La locura irracional del aborto
"Es claro que todo esto va frontalmente contra la religión cristiana, pero, sobre todo, va contra la razón".
Las ideas tienen consecuencias
Richard M. Weaver

Asesinato hasta el momento

        Hipócrates ya sabía, cuatro siglos antes de Cristo, que el aborto es cualquier cosa menos una práctica médica, y que no tiene que ver con la salud, sino con el homicidio. El aborto provocado ha sido durante milenios un signo de salvajismo, y ninguna sociedad tenida a sí misma por civilizada consintió nunca este sacrificio de sangre inocente.

        Naturalmente, al igual que el asesinato o la estafa, el aborto se ha seguido cometiendo en todas partes y en todos los tiempos, pero nunca se le ocurrió a nadie dictar leyes permisivas de estas conductas bajo el estúpido argumento de que la gente seguía actuando así pese a estar prohibidas. Nunca, hasta que en pleno siglo XX, y en algunos países tenidos por los más civilizados del planeta, una extraña mezcla de odio a la religión cristiana, de irrupción de las mujeres en la vida pública y de residuos filosóficos de la Revolución Francesa, devolvió esta práctica salvaje al ámbito de lo permitido por la ley, aunque con el ropaje hipócrita de las apariencias médicas.

        La voz de la Iglesia católica fue de las primeras el alzarse contra esta locura, calificando en el Concilio Vaticano II el aborto como “crimen abominable”. Pero en EEUU, una sentencia malhadada del TS estableció en 1973 el derecho de toda mujer a abortar a su hijo en cualquier momento del embarazo.
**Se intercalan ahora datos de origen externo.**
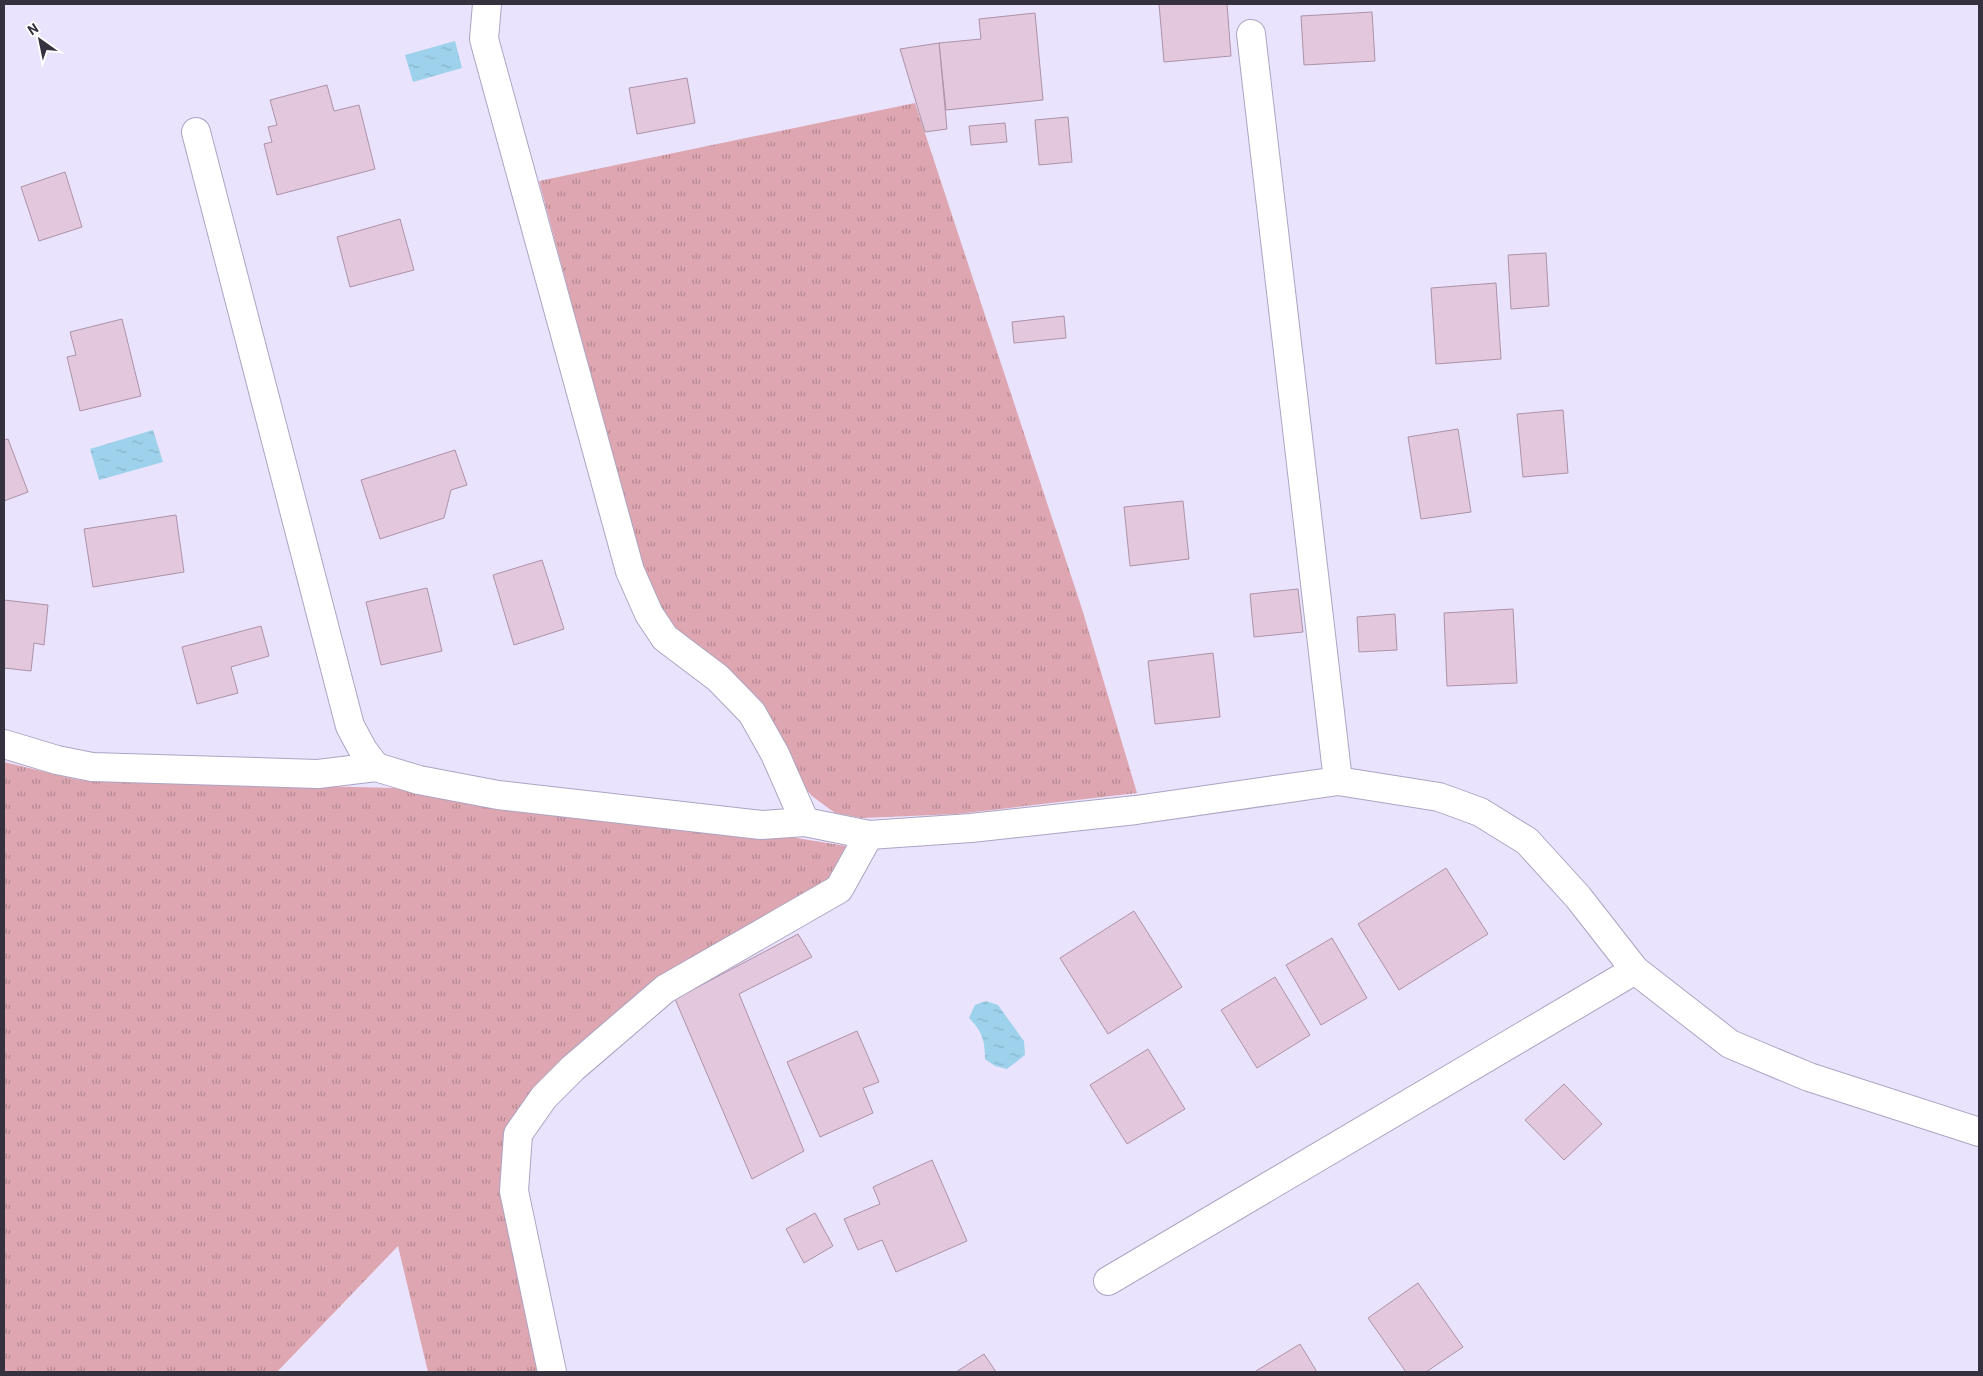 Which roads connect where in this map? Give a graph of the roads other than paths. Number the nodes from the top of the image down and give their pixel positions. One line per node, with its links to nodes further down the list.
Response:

Desde entonces, el avance de las legislaciones abortistas ha sido imparable, arropado además por la política de la ONU y sus agencias de favorecer el control de la población mundial.

¡Muera la razón!

        Hacia los años 80 se establecen los primeros fundamentos teóricos de la llamada “ideología de género”, que arranca de la separación radical del sexo y la procreación y construye una antropología según la cual cada individuo posee el derecho de “ser” legalmente lo que le apetezca y de dar satisfacción a sus inclinaciones sexuales con independencia de su sexo, reducido ya a un mero instrumento del propio placer al margen de toda función social. Excusado es decir que el aborto, en este estado de putrefacción intelectual y social, forma parte ya de la rutina dirigida a salvaguardar por una parte los nuevos dogmas de planificación planetaria de la población, y, por otra, la satisfacción de las pulsiones sexuales sin consecuencias que impliquen deberes.

        Es claro que todo esto va frontalmente contra la religión cristiana, contra la tradición cultural y jurídica de Occidente, contra los principios y valores que han construido la civilización más abierta, más dinámica y más progresiva que ha conocido el hombre. Pero, sobre todo, va contra la razón, contradice la evidencia; y como consecuencia inevitable, liquida las libertades y abre la puerta a todo despotismo.